··· Records shown ···

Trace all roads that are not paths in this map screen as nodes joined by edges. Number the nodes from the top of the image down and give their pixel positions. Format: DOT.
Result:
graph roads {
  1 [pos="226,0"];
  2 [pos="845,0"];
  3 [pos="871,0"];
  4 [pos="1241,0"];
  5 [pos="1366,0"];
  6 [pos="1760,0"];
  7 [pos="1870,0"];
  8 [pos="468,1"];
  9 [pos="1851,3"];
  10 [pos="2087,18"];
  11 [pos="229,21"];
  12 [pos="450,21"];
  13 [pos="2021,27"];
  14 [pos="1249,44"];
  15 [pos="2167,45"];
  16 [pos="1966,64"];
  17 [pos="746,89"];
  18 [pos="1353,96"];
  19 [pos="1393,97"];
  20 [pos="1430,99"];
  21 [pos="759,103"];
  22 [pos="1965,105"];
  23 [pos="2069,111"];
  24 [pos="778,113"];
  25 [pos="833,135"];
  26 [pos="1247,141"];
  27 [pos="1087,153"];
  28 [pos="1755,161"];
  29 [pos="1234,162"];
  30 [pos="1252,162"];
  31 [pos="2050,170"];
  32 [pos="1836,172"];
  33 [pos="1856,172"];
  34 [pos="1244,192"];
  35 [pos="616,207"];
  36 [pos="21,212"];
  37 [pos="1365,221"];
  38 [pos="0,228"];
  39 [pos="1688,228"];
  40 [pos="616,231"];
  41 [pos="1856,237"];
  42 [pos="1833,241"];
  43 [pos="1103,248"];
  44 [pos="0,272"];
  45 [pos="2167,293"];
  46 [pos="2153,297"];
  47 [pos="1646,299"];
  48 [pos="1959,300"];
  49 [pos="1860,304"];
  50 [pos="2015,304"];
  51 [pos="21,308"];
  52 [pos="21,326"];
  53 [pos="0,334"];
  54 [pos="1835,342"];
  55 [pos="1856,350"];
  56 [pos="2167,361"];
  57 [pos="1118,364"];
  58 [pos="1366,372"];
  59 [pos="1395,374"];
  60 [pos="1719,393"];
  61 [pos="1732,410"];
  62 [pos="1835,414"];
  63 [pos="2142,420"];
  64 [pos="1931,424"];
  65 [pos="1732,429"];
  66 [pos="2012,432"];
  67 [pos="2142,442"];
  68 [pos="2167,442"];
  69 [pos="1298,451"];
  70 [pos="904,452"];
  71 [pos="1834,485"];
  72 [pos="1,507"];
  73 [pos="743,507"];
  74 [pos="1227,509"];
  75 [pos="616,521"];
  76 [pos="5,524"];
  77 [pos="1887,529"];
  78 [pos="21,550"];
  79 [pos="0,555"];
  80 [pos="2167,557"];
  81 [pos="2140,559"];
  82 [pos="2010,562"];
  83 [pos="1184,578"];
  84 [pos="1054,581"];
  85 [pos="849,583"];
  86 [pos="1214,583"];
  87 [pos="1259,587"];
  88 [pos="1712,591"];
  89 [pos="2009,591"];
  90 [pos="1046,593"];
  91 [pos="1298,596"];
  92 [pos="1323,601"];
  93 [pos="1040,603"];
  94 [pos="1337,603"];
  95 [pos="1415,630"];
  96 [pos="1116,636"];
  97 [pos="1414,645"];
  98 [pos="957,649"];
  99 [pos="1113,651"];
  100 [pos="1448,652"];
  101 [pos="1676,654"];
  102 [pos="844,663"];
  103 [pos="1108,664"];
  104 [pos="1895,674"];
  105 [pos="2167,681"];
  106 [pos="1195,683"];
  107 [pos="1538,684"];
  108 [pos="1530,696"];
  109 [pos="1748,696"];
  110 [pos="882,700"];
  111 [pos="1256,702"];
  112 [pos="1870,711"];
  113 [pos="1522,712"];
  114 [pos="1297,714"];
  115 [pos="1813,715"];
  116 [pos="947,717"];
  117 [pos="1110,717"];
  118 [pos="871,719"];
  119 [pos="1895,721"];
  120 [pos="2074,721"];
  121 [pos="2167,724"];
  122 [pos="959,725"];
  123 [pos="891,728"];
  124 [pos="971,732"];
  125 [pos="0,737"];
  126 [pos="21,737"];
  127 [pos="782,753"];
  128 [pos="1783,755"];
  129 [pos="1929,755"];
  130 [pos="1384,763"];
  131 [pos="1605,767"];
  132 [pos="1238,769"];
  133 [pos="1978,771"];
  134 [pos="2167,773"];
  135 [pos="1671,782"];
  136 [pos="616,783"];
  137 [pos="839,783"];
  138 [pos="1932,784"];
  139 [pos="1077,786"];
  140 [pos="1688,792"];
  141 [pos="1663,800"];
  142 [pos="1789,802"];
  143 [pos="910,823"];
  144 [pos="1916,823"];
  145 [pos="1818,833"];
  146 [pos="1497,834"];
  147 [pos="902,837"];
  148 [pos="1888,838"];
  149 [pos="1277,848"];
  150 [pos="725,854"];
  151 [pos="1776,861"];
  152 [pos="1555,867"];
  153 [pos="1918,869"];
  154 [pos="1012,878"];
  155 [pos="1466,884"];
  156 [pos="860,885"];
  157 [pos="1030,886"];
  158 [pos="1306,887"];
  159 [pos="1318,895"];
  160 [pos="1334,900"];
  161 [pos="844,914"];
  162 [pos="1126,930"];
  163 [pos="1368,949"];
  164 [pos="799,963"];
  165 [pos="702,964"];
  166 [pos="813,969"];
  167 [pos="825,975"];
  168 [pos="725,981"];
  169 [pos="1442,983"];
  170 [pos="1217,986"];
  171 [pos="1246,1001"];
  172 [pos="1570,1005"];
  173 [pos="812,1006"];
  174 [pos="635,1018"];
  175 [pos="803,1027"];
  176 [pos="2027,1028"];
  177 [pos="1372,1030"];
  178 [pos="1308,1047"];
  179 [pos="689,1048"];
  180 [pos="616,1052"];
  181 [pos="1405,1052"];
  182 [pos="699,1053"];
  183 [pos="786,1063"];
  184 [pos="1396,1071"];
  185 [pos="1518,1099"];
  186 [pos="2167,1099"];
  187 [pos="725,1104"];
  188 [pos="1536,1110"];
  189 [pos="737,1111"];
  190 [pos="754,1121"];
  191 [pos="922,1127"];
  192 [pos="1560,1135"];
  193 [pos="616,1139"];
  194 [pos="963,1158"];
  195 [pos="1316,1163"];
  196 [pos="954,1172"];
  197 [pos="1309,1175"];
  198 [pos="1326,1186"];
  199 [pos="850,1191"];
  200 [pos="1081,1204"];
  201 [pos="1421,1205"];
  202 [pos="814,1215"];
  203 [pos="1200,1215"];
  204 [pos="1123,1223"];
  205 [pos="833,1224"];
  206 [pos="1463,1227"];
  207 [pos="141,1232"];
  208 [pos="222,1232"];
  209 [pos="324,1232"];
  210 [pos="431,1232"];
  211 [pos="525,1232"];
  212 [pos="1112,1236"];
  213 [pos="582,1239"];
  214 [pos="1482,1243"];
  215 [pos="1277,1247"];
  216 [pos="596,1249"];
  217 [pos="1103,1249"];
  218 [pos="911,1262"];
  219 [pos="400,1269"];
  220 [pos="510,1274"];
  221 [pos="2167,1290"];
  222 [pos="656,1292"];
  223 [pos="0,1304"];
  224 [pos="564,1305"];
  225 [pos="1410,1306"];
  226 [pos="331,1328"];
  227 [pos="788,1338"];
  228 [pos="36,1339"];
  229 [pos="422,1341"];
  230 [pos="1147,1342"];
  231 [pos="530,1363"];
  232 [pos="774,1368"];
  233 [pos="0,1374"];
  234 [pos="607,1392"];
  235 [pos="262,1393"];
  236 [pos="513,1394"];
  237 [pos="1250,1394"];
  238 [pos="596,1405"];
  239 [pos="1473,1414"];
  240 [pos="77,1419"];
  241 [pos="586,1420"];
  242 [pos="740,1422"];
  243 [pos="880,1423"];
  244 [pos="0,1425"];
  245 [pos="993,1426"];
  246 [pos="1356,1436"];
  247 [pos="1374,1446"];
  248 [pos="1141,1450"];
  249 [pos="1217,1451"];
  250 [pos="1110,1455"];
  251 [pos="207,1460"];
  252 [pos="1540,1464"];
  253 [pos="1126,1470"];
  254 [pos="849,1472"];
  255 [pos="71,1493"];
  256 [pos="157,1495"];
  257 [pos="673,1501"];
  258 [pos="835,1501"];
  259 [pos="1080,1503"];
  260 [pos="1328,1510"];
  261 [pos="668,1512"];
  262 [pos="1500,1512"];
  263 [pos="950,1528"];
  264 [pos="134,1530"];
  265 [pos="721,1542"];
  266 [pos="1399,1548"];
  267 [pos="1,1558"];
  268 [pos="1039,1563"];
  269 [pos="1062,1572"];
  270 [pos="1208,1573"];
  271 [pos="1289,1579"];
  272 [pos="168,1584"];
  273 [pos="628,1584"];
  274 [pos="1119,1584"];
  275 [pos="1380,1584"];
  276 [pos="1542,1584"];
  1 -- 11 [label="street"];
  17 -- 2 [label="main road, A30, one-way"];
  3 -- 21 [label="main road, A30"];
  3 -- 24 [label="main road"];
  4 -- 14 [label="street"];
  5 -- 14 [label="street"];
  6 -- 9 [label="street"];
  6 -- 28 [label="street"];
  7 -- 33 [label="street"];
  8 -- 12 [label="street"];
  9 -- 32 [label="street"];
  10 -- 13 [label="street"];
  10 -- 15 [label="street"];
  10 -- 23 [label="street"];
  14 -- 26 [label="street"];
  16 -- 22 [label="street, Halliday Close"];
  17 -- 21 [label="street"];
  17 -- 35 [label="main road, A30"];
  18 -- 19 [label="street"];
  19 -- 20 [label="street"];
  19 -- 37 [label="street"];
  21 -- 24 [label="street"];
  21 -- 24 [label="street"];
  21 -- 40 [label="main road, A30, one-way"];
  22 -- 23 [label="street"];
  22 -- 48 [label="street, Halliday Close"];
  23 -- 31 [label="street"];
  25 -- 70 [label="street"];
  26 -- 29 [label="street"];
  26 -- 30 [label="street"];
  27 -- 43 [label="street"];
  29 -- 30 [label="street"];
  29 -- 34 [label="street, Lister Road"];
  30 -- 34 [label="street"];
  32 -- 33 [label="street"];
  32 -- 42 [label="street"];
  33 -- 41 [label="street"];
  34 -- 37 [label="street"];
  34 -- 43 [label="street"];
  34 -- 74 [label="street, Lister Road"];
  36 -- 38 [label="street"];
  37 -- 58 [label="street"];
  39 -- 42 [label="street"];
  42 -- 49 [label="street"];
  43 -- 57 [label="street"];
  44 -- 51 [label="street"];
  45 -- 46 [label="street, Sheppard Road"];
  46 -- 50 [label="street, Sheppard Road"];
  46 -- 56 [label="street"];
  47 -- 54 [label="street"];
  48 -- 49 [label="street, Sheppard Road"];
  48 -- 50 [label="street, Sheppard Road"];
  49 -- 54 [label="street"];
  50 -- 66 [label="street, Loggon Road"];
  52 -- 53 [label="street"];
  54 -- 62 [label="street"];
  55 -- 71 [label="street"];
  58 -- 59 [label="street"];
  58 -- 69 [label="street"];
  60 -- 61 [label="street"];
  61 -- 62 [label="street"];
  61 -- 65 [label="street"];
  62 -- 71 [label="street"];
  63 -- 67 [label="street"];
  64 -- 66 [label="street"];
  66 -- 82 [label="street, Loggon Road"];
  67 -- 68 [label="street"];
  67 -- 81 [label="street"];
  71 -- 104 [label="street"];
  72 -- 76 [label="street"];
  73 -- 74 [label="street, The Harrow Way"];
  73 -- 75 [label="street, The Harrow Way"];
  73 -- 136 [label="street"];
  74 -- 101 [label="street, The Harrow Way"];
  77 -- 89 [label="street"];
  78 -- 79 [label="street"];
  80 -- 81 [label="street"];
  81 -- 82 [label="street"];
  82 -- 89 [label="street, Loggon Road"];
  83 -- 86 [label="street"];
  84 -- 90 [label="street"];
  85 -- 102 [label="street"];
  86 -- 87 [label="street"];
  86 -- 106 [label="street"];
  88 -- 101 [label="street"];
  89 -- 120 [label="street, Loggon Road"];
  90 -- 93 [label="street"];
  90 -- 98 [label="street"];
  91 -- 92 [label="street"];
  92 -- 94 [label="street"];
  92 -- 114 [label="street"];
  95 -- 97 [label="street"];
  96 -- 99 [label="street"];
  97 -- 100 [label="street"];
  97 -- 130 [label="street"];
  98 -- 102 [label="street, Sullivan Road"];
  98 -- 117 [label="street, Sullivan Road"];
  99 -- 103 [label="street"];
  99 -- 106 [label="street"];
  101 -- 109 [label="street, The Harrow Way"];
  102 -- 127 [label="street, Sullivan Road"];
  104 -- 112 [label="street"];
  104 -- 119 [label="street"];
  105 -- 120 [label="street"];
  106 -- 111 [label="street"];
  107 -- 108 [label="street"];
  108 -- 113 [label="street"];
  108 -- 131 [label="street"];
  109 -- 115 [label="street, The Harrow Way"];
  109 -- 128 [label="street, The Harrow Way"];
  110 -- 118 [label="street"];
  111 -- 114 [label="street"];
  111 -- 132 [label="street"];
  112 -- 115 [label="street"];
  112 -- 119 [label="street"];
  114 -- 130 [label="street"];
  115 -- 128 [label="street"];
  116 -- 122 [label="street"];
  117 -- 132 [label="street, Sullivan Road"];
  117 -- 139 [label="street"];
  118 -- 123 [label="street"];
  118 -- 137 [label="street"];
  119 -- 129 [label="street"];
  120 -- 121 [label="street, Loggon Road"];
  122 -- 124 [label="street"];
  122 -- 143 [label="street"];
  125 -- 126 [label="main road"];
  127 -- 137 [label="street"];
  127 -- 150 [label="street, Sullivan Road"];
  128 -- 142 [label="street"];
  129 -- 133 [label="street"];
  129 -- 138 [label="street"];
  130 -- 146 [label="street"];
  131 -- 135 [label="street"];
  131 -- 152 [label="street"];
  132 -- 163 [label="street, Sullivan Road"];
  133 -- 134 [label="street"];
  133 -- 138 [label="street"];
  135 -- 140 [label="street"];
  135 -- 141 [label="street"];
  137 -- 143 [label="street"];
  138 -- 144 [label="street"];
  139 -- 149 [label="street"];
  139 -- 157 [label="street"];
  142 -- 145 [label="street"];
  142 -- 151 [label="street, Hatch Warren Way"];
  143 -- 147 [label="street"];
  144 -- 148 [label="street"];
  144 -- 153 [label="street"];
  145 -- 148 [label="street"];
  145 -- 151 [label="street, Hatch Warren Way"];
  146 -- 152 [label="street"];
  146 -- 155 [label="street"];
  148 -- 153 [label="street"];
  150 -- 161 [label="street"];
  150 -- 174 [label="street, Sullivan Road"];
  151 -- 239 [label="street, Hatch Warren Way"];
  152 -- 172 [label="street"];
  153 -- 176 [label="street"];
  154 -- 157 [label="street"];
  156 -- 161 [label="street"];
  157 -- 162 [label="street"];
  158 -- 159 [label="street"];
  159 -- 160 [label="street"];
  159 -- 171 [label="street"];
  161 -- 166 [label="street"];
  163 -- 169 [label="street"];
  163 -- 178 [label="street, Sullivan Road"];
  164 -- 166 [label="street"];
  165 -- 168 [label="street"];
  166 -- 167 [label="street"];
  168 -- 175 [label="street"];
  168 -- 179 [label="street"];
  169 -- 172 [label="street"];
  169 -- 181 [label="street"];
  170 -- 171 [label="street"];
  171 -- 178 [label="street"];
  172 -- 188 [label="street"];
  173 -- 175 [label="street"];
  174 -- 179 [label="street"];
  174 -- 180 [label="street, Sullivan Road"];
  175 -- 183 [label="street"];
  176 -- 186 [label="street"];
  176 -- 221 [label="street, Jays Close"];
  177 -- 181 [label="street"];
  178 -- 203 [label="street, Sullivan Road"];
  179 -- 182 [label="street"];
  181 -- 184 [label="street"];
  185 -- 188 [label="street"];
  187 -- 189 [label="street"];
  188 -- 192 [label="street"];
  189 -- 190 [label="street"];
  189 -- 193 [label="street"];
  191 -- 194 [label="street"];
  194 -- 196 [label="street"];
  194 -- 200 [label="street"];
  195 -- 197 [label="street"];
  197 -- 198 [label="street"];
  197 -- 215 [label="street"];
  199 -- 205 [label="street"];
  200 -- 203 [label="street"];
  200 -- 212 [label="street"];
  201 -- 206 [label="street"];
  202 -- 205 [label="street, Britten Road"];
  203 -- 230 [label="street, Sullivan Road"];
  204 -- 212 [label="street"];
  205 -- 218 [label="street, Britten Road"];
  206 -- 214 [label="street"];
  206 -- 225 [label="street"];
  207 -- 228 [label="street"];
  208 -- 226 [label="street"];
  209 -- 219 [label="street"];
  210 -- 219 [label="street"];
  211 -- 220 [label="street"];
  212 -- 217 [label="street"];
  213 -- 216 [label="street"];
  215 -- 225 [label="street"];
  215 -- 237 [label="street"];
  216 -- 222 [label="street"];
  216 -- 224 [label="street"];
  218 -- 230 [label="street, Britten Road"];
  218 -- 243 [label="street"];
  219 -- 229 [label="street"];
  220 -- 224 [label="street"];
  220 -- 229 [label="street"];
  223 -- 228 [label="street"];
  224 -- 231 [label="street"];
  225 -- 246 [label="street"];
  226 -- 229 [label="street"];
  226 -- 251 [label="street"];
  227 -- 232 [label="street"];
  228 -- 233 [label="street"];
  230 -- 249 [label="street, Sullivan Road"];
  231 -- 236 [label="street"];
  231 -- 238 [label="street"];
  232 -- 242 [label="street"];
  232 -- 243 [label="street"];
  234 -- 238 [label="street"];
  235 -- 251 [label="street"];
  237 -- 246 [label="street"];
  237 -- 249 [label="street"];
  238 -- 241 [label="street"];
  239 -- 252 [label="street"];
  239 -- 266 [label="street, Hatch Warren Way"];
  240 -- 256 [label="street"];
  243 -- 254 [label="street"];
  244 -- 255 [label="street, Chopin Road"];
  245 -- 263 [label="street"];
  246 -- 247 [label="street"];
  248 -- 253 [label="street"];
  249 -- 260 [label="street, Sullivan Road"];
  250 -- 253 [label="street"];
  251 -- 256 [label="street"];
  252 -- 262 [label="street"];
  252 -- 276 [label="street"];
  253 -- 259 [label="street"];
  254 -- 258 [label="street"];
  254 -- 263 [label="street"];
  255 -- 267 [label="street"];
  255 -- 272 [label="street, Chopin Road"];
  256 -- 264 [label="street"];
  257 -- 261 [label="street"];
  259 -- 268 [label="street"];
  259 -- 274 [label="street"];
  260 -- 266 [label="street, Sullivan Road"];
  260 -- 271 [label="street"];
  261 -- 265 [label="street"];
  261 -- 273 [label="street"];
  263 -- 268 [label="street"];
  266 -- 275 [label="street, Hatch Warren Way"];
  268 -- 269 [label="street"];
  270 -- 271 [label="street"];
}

···

• _The problem_
Check each line of the data for the word "Harrow", then state only how many lines hold it.

• _Task output_
6